"And if any knocks are coming, we will take them for you, great ladies!" said the cruisers. "If one of us went down, the loss would not be great. Keep your big guns safe to beat other battleships into scrap."

For you may be sure that Fritz was on the watch in the open. He always is, like the highwayman hiding behind a hedge and envying people who have comfortable beds. Probably from a distance he had a peep through his periscope at the Grand Fleet before the approach of the policeman destroyers made him duck beneath the water; and probably he tried to count the number of ships and identify their classes in order to take the information home to Kiel. Besides, he always has his fingers crossed. He hopes that some day he may get a shot at something more warlike than a merchant steamer or an auxiliary; only that prospect becomes poorer as life for him grows harder. Except a miracle happened, the steaming fleet, with its cordons of destroyers, is as safe from him as from any other kind of fish.

The harbour which is the fleet's home is landlocked by low hills. There is an eclipse of the sun by the smoke from the ships getting under way; streaming, soaring columns of smoke on the move rise above the skyline from the funnels of the battleships before they appear around a bend. Indefinite masses as yet they are, under their night- black plumes. Each ship seems too immense to respond to any will except its own. But there is something automatic in the regularity with which, one after another, they take the bend, as if a stop watch had been held on twenty thousand tons of steel for a second's variation. As they approach they become more distinct and, showing less smoke, there seems less effort. Their motive-power seems inherent, perpetual.
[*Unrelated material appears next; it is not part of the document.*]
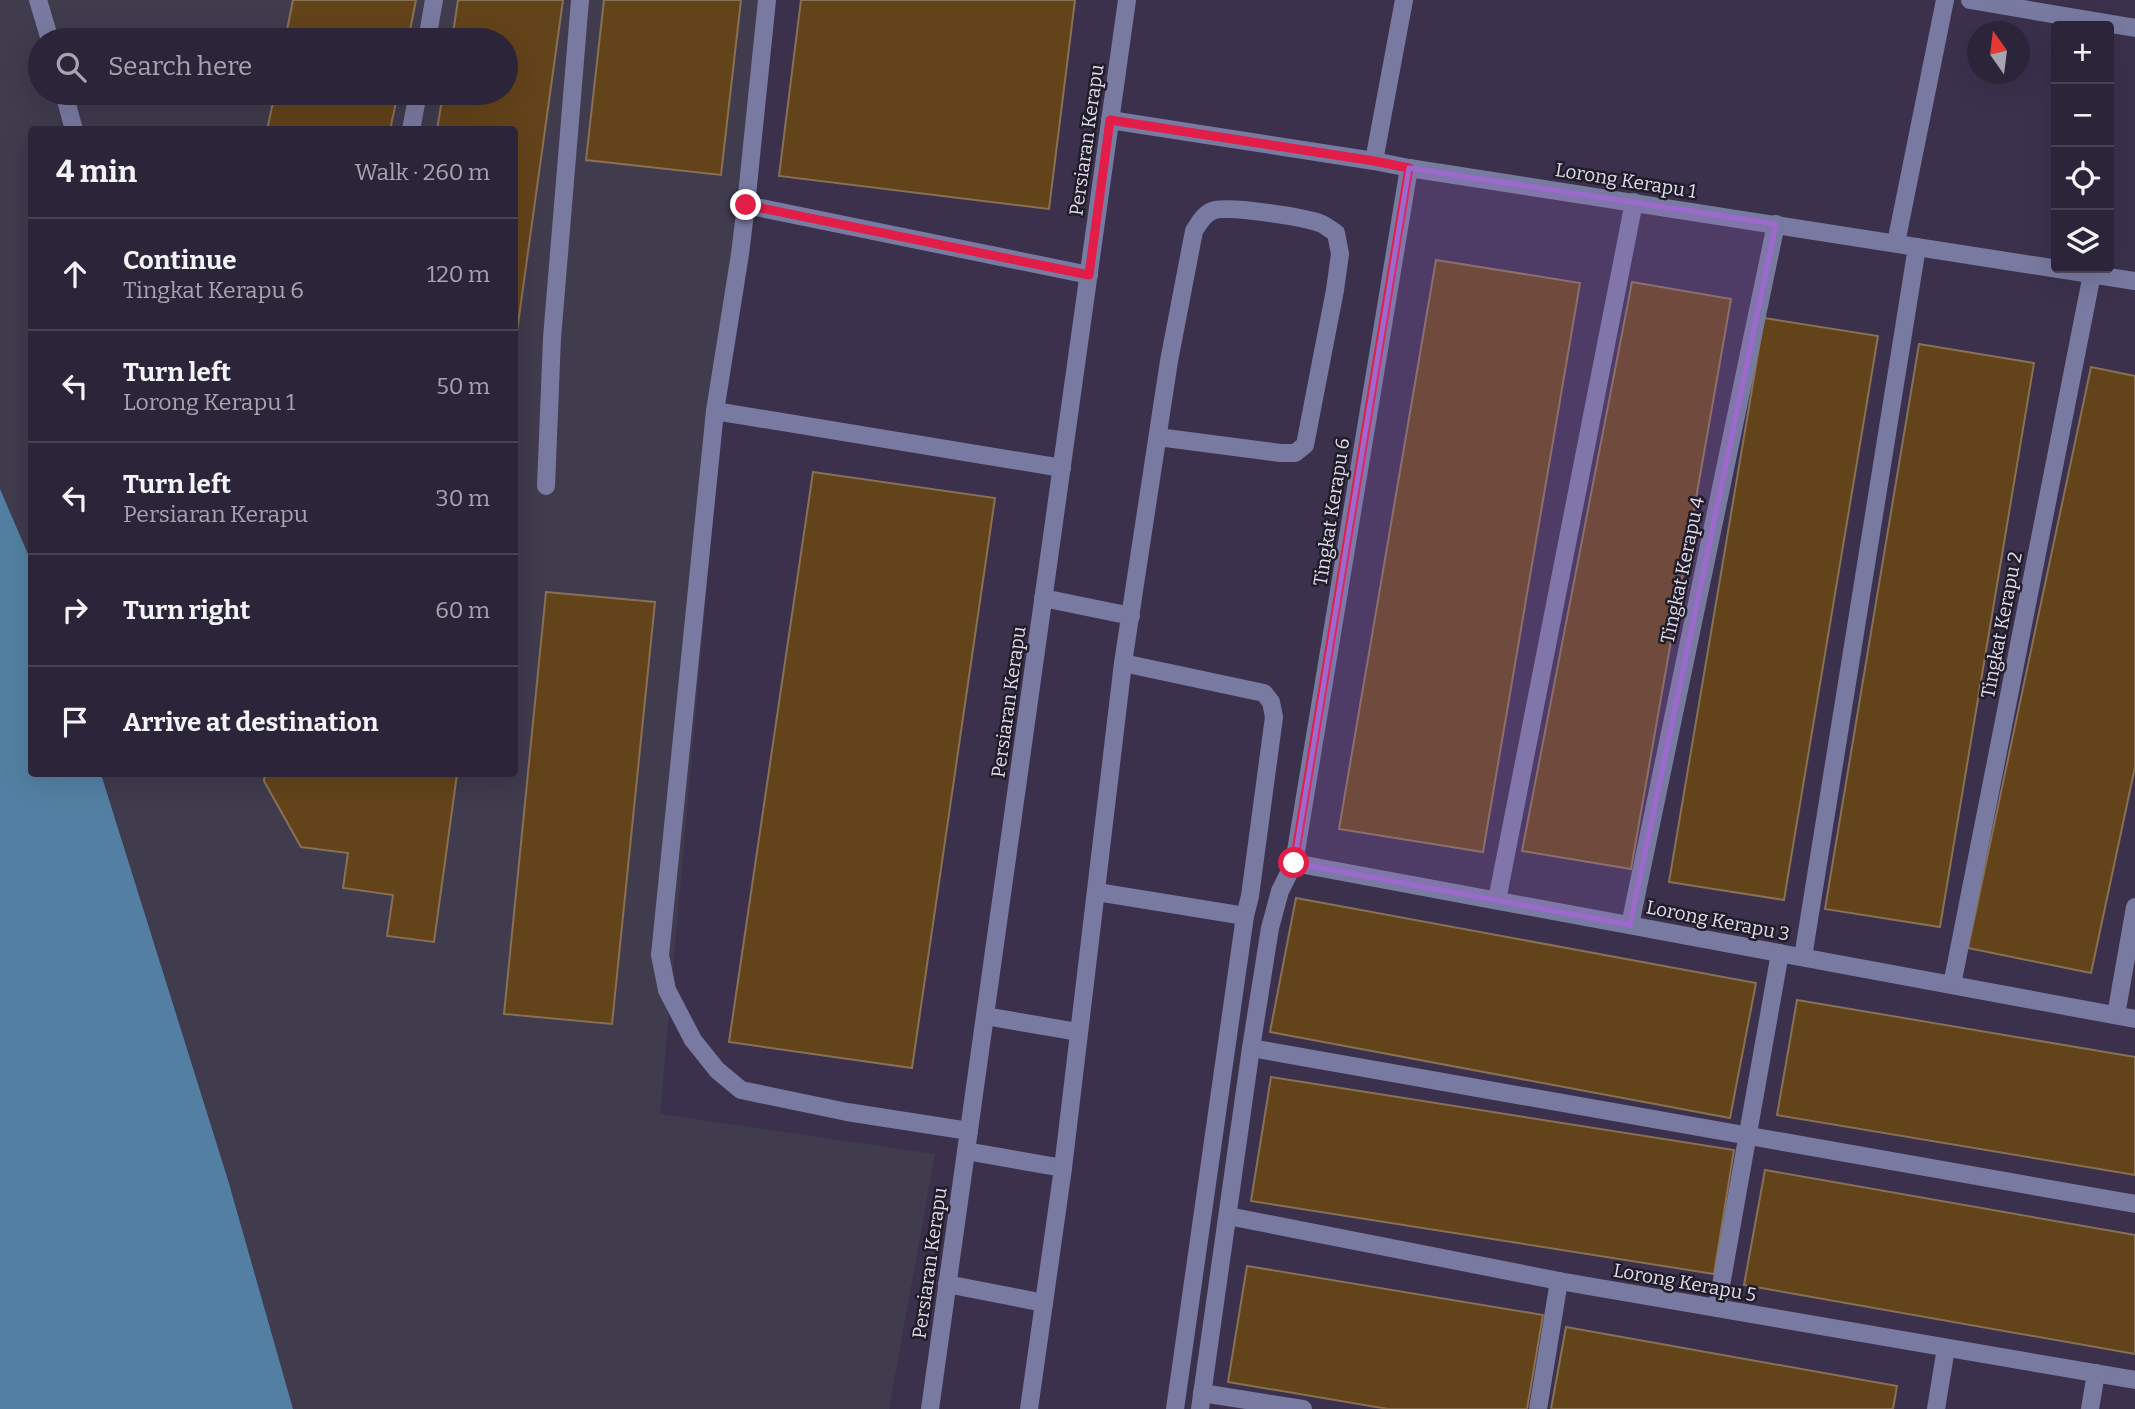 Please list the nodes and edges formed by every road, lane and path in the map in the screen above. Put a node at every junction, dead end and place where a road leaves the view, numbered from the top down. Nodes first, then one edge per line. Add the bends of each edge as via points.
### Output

There is some sea running outside the entrance, enough to make a destroyer roll. But the battleships disdain any notice of its existence. It is no more to them than a ripple of dust to a motor truck. They plough through it.

Though you were within twenty yards of them you would feel quite safe. An express train was in no more danger of jumping the track. Mast in line with mast, they held the course with a majestic steadiness. Now the leading ship makes a turn of a few points. At the same spot, as if it were marked by the grooves of tyres in a road, the others make it. Any variation of speed between them would have been instantly noticeable, as one forged ahead or lagged; but the distance between bows and sterns did not change. A line of one length would do for each interval so far as one could discern.

It was difficult to think that they were not attached to some taut, moving cable under water. How could such apparently unwieldy monsters, in such a slippery element as the sea, be made to obey their masters with such fine precision?

The answer again is sheer hard work! Drills as arduous in the engine- room as at the guns; machinery kept in tune; traditions in manoeuvring in all weathers, which is kept up with tireless practice.

Though all seemed perfection to the lay eye, let it be repeated that this was not so to the eyes of admirals. It never can be. Perfection is the thing striven for. Officers dwell on faults; all are critics. Thus you have the healthiest kind of spirit, which means that there will be no cessation in the striving.

"Look at that!" exclaimed an officer on the destroyer. "They ought to try another painting on her and see if they can't do better."

Ever changing that northern light. For an instant the sun's rays, strained by a patch of peculiar cloud, playing on a Dreadnought's side, made her colour appear molten, exaggerating her size till she seemed as colossal to the eye as to the thought.